Heyer, also an accomplished writer of detective fiction, essentially created the historical romance genre. They're the perfect sort of book to prescribe yourself as a pick-me-up, restoring good spirits without ever resorting to artificial gloop. While her name, and specialty as an author of particularly good Regency romances, may pitch her as a contemporary of Jane Austen, Heyer died only in 1974, aged 71. However, her forensic attention to detail and research mean that every reader finds themselves completely at home in a world far from their own, yet instantly recognisable. Her heroines, while rooted in such detail, are firmly 20th-century in outlook and spirit.

Filled with rollicking good plot, delectable heroes, and witty heroines, her books are compulsively enjoyable. Jilly Cooper has long championed Heyer (the smoulderingly attractive Bas Baddingham is at one point given the ultimate accolade, "He looked the perfect Georgette Heyer hero"), while anyone suffering Bridgerton withdrawal would be well-advised to feast on Heyer's lengthy back catalogue.

What is the best Georgette Heyer?

There are several Heyer books clearly circling the top, but in terms of 'best' you'll get a different title depending on who you ask. “Social media has really encouraged people to come out and say, ‘I’m a proud Heyer reader,’” says Jennifer Kloester, author of Georgette Heyer: Biography of a Bestseller. “There’s also a lot of people who love modern regencies who are now beginning to discover her and realise they’ve got these fabulous books and wonderful reading experiences ahead of them.”

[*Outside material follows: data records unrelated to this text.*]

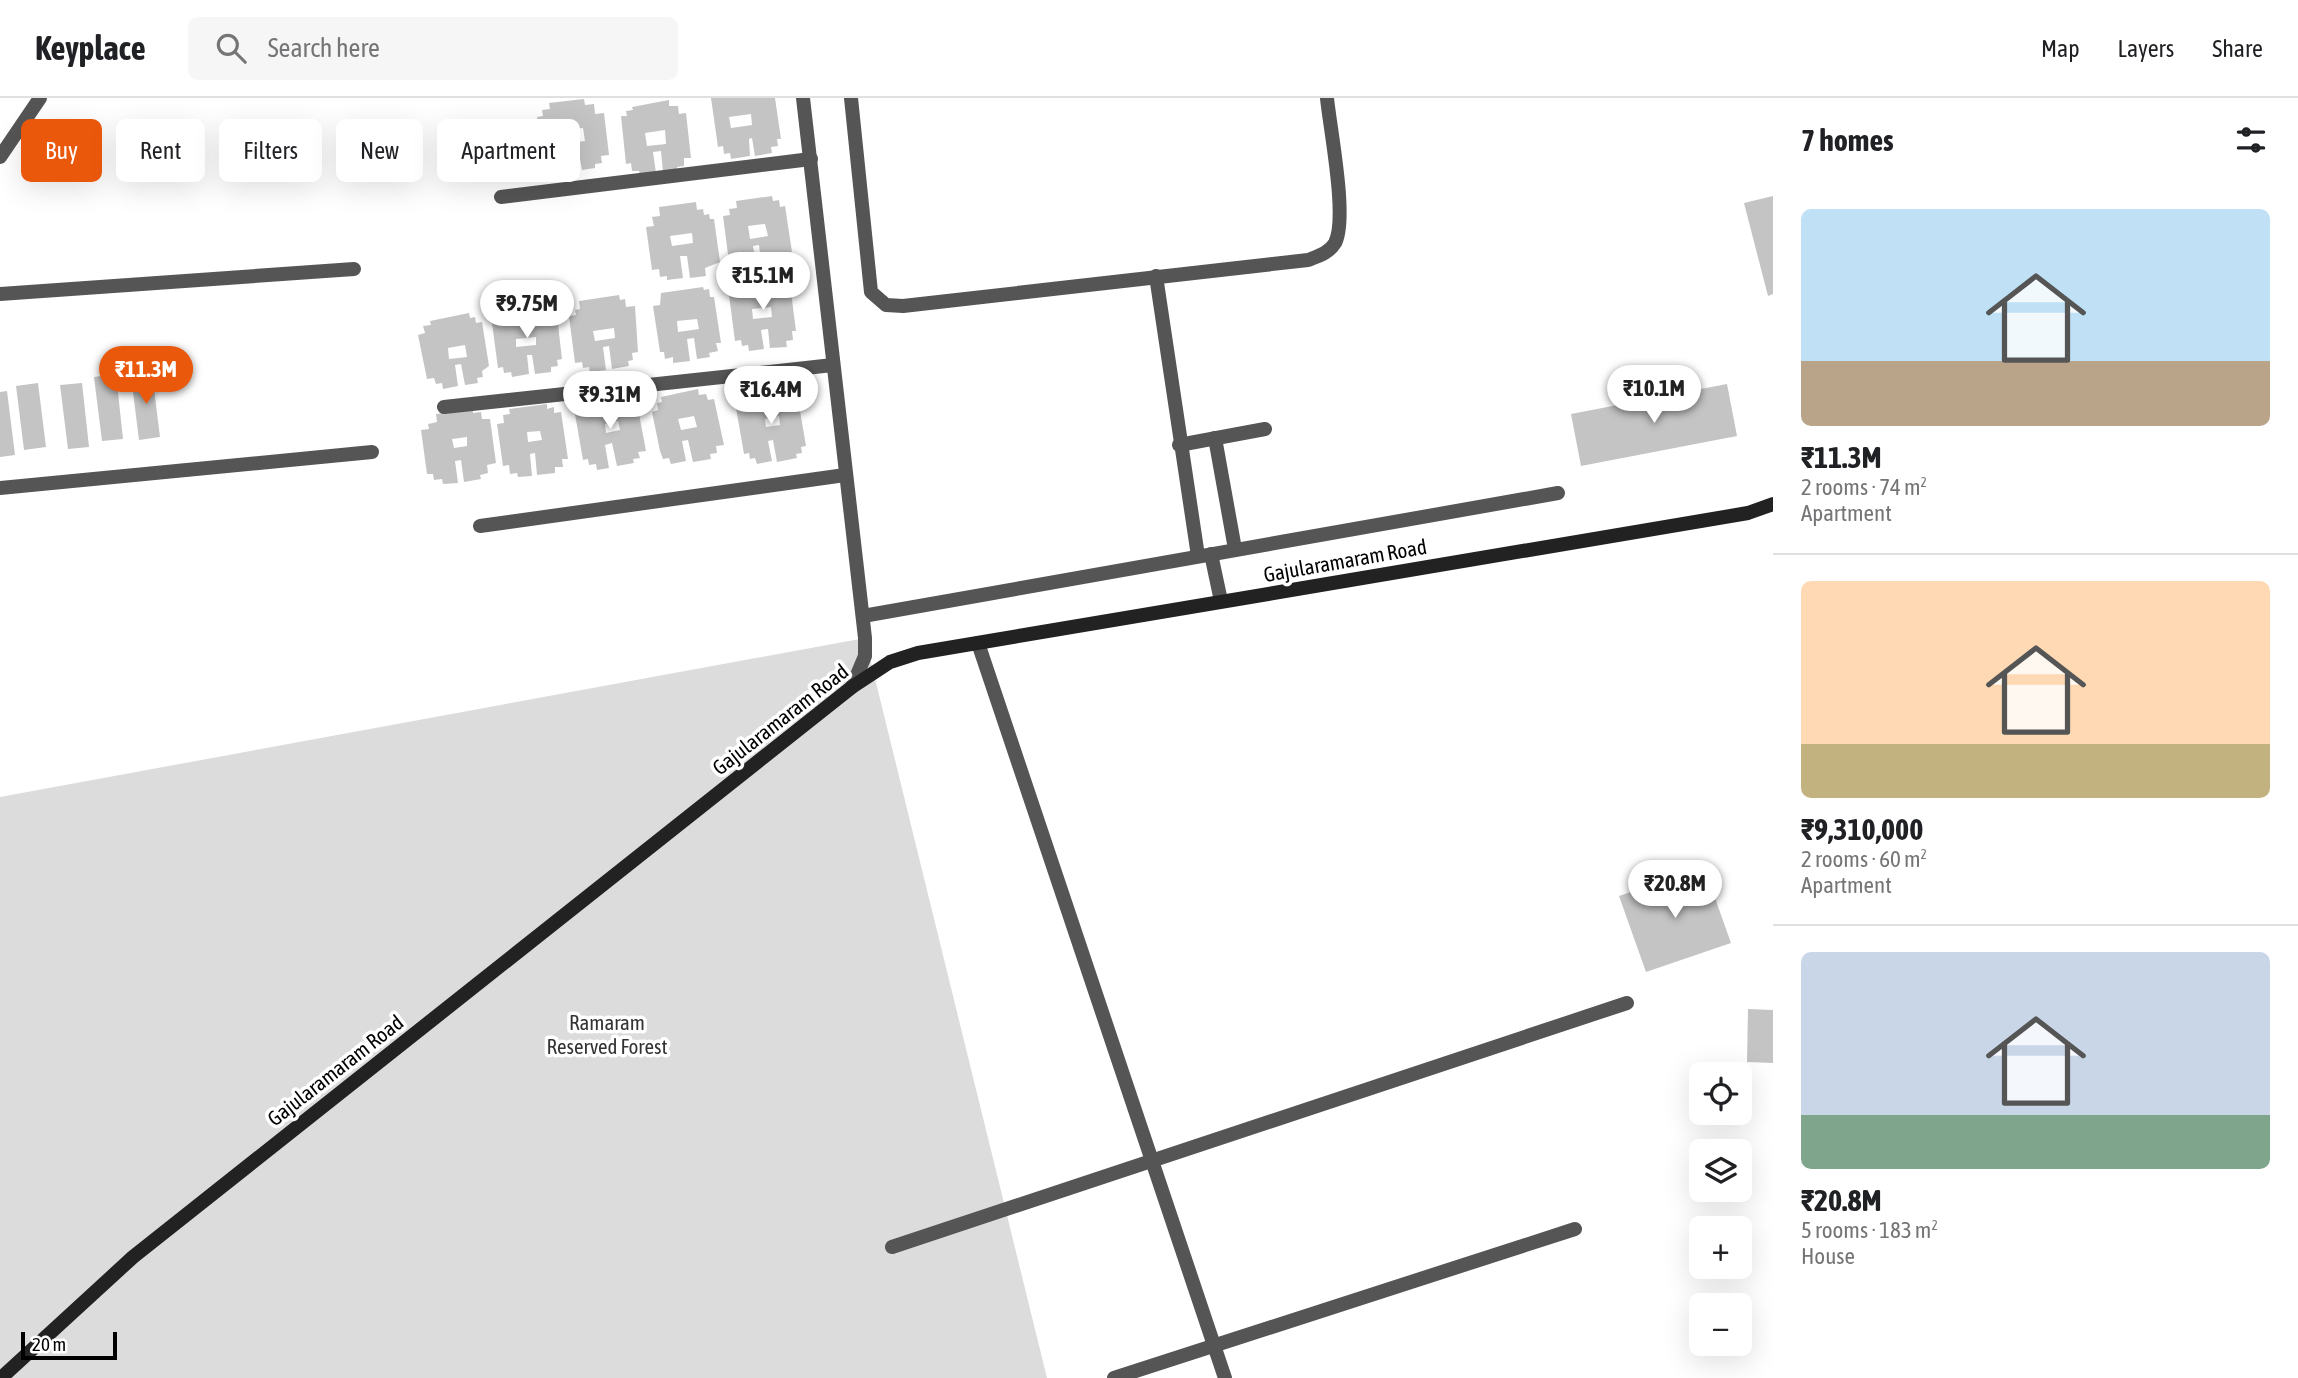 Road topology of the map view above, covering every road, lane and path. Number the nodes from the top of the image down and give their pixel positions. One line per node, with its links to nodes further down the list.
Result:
1 (40, 98): 5 (street)
2 (803, 98): 6 (street)
3 (851, 98): 9 (street)
4 (1326, 98): 9 (street)
5 (0, 157)
6 (811, 159): 7 (street); 11 (street)
7 (501, 197)
8 (354, 269): 10 (street)
9 (1156, 276): 15 (street)
10 (0, 294)
11 (833, 365): 12 (street); 17 (street)
12 (444, 407)
13 (1265, 429): 14 (street)
14 (1215, 438): 15 (street); 22 (street)
15 (1179, 444): 23 (street)
16 (372, 452): 18 (street)
17 (845, 475): 21 (street); 25 (street)
18 (0, 488)
19 (1558, 493): 22 (street)
20 (1773, 503): 24 (main road, Gajularamaram Road)
21 (480, 526)
22 (1235, 550): 23 (street)
23 (1204, 555): 24 (street); 25 (street)
24 (1221, 601): 26 (main road, Gajularamaram Road)
25 (863, 616): 27 (street)
26 (978, 643): 27 (main road, Gajularamaram Road); 29 (street)
27 (852, 687): 33 (main road, Gajularamaram Road)
28 (1627, 1003): 29 (street)
29 (1152, 1162): 31 (street); 32 (street)
30 (1576, 1229): 32 (street)
31 (892, 1247)
32 (1214, 1345): 34 (street); 35 (street)
33 (1, 1378)
34 (1114, 1378)
35 (1225, 1378) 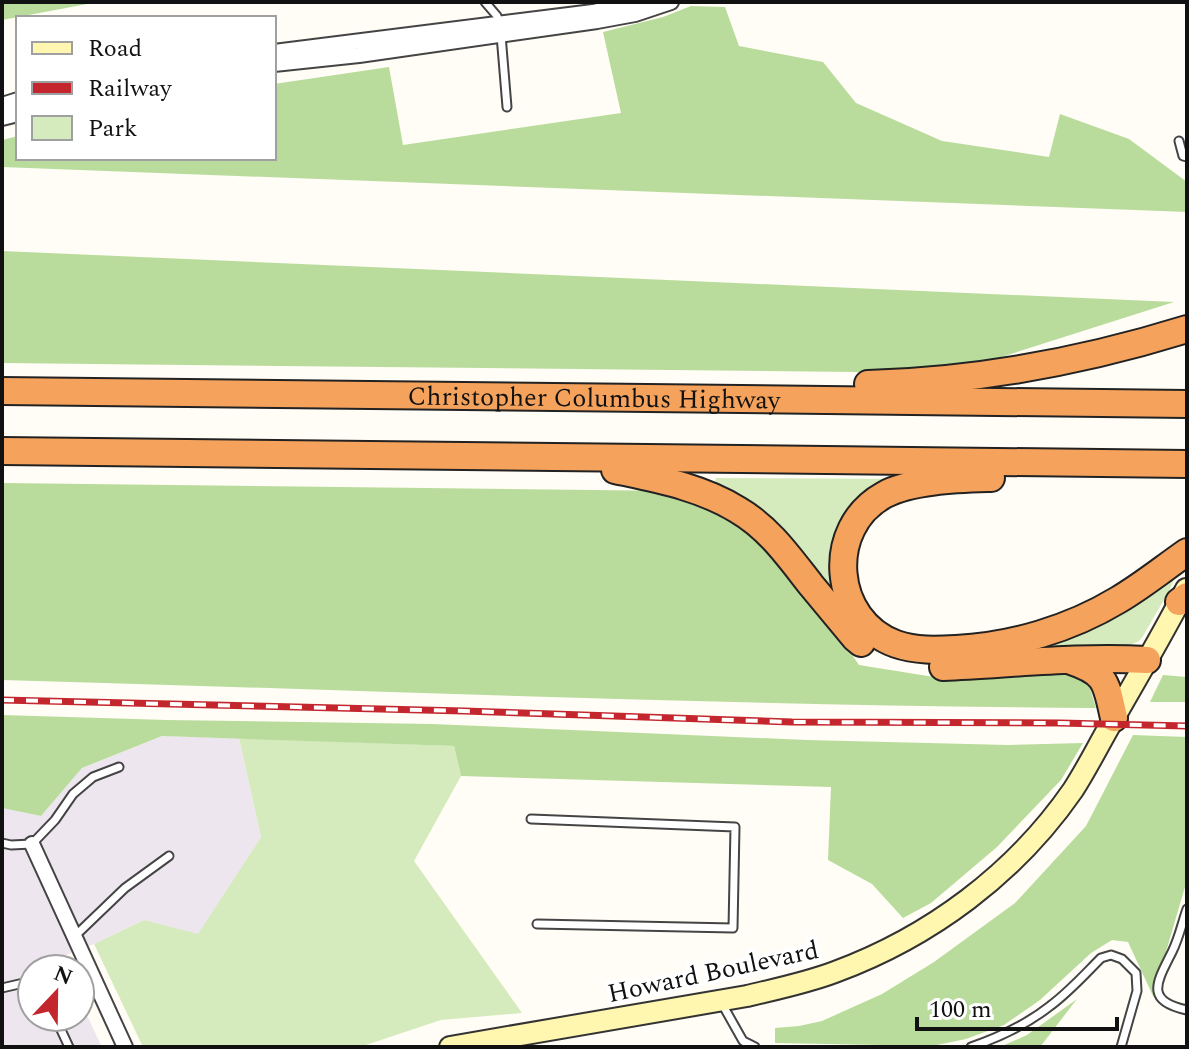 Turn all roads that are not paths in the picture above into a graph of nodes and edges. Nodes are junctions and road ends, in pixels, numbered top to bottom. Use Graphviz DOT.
graph roads {
  1 [pos="485,2"];
  2 [pos="637,2"];
  3 [pos="671,2"];
  4 [pos="500,30"];
  5 [pos="276,52"];
  6 [pos="276,64"];
  7 [pos="507,107"];
  8 [pos="1179,141"];
  9 [pos="1187,157"];
  10 [pos="1187,329"];
  11 [pos="2,391"];
  12 [pos="832,401"];
  13 [pos="1187,404"];
  14 [pos="2,451"];
  15 [pos="565,459"];
  16 [pos="1044,463"];
  17 [pos="1187,464"];
  18 [pos="1187,552"];
  19 [pos="1184,595"];
  20 [pos="1068,660"];
  21 [pos="1147,660"];
  22 [pos="1114,718"];
  23 [pos="119,767"];
  24 [pos="531,819"];
  25 [pos="2,843"];
  26 [pos="32,844"];
  27 [pos="169,856"];
  28 [pos="1187,909"];
  29 [pos="537,924"];
  30 [pos="75,936"];
  31 [pos="80,953"];
  32 [pos="96,990"];
  33 [pos="719,1000"];
  34 [pos="1187,1010"];
  35 [pos="125,1047"];
  36 [pos="450,1047"];
  37 [pos="755,1047"];
  38 [pos="971,1047"];
  39 [pos="1121,1047"];
  1 -- 4 [label="lane"];
  2 -- 4 [label="street"];
  3 -- 4 [label="street"];
  4 -- 5 [label="street"];
  4 -- 6 [label="street"];
  4 -- 7 [label="lane"];
  8 -- 9 [label="lane"];
  10 -- 12 [label="highway"];
  11 -- 12 [label="highway, Christopher Columbus Highway"];
  12 -- 13 [label="highway, Christopher Columbus Highway"];
  14 -- 15 [label="highway"];
  15 -- 16 [label="highway"];
  15 -- 20 [label="highway"];
  16 -- 17 [label="highway"];
  16 -- 18 [label="highway"];
  19 -- 21 [label="main road, Howard Boulevard"];
  20 -- 21 [label="highway"];
  20 -- 22 [label="highway"];
  21 -- 22 [label="main road, Howard Boulevard"];
  22 -- 33 [label="main road, Howard Boulevard"];
  23 -- 26 [label="lane"];
  24 -- 29 [label="lane"];
  25 -- 26 [label="lane"];
  26 -- 30 [label="street"];
  27 -- 30 [label="lane"];
  28 -- 34 [label="lane"];
  30 -- 31 [label="street"];
  32 -- 35 [label="street"];
  33 -- 36 [label="main road, Howard Boulevard"];
  33 -- 37 [label="lane"];
  38 -- 39 [label="lane"];
}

Here are our top picks to get you started. Be warned: once you start reading, they're very addictive...

Venetia (1958)

Georgette Heyer uses her distance from the period to examine scandal, while her eye for social accuracy means her books can feel significantly closer to the bone than we would think in comparison to our own social moral code. At 25, the beautiful Venetia Lanyon has grown up squirrelled away from society by her father, with only her younger brother, Aubrey, for company. She runs their family estate in the absence of their elder brother. When the infamous rake Lord Damerel moves in to the property next door, his kindness to Aubrey leads to them all becoming great friends – and to Damerel and Venetia finding a mental match in the other. When Venetia learns the cause of her father's overprotective behaviour, she sets about taking charge of her life and happiness.

Frederica (1965)

Heyer's later novels focus on romances among older couples, with a younger pairing as a parallel. Since her parents' death, Frederica Merriville has been in charge of her coterie of younger siblings, of whom her sister, Charis, is a noted beauty. Frederica, herself accepting that she is likely too old to marry, moves the family to London and taps up a distant relative, the glamorous and easily bored Marquis of Alverstoke, to act as their sponsor into society. Unruly dogs, and equally unruly small brothers, combine to shock the Marquis into action – as much to irritate his ghastly sisters as to spend more time with the disarmingly frank young woman claiming his patronage for her sister. A glorious romp.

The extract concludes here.